[SWS-302] Need to prevent parsing server-side responses and client-side requests into axiom trees if using axiom and payload caching is off Created: 04/Mar/08  Updated: 21/Jul/08  Resolved: 14/May/08

Status: Closed
Project: Spring Web Services
Component/s: Core
Affects Version/s: 1.5 RC1
Fix Version/s: 1.5.2

Type: Improvement Priority: Major
Reporter: Jim Cummings Assignee: Arjen Poutsma
Resolution: Fixed Votes: 3
Labels: None
Remaining Estimate: 5d
Time Spent: Not Specified
Original Estimate: 5d

Attachments: Text File patch.txt    
Issue Links:
Related
is related to SWS-352 Full streaming WebServiceMessage/Soap... Closed

 Description   

If using the axiom message factory with payload caching turned off, spring-ws currently supports streaming a request on the server-side and a response on the client-side without parsing the stream into an axiom tree. But responses on the server-side and requests on the client-side do get parsed into axiom trees. So turning off payload caching is non-symmetrical.

If this can be prevented, then spring-ws should be able to support large client requests and large server responses with much better performance. This also would even help with medium-sized messages in high volume scenarios.
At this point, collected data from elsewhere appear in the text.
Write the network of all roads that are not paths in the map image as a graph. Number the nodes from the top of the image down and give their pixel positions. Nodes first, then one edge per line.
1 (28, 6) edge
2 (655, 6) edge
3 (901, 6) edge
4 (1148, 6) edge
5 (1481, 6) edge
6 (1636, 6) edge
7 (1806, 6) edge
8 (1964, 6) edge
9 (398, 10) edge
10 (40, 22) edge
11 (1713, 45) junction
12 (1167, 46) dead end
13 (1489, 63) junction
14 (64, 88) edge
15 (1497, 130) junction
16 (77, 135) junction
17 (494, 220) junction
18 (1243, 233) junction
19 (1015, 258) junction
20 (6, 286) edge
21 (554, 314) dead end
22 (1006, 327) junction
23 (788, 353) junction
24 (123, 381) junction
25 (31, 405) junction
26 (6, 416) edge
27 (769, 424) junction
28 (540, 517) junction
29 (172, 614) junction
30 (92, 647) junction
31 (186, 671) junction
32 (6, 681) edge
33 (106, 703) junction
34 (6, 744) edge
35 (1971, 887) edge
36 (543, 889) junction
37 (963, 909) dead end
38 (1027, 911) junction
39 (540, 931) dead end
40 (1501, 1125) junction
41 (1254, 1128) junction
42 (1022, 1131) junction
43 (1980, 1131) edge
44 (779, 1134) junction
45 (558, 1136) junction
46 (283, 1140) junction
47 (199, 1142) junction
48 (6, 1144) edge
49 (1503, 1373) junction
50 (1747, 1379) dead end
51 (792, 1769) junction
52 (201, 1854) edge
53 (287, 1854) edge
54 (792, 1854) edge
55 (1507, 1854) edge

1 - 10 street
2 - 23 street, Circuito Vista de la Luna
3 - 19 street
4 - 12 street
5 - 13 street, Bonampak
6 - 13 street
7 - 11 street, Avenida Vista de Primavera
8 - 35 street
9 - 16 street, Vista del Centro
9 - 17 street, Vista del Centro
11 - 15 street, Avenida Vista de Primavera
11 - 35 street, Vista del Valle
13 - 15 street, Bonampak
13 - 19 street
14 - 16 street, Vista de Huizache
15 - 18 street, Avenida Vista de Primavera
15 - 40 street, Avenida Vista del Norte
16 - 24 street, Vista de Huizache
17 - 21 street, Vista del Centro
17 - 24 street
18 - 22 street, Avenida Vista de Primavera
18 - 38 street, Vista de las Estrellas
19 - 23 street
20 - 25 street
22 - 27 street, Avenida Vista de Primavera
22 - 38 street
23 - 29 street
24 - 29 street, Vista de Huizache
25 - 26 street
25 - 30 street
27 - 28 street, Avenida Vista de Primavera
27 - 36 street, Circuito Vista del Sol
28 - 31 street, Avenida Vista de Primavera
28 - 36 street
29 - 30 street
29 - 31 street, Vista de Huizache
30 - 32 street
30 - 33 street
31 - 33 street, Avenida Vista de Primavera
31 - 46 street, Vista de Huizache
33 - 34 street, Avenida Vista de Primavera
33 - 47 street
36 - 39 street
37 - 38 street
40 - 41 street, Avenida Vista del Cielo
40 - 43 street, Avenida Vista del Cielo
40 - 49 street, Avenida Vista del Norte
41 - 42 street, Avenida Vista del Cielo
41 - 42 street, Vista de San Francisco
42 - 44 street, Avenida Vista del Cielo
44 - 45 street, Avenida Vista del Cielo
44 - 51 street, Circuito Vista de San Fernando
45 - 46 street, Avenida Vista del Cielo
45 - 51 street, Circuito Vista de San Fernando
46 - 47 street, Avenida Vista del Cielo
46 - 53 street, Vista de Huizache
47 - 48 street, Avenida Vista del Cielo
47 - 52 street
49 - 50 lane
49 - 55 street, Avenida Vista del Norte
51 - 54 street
The AxiomSoapBody's getPayloadResult() method currently creates a custom SAX Content Handler that effectively builds an axiom tree for the payload during transforms involving the payload result. The proposed enhancement is to basically have getPayloadResult() return a subclass of StreamResult feeding a ByteArrayOutputStream, and then in the AxiomSoapMessage's writeTo() method insert an Axiom OMSourcedEle as the payload, containing a custom OMDataSource built around the above ByteArrayOutputStream. This allows a 'placeholder' for the payload in the axiom tree containing the raw payload XML, and when writeTo() serializes the axiom message to the transport's output stream, the raw payload XML is written to the output stream without ever getting parsed. It is a little more involved than the above, but that describes the highlights.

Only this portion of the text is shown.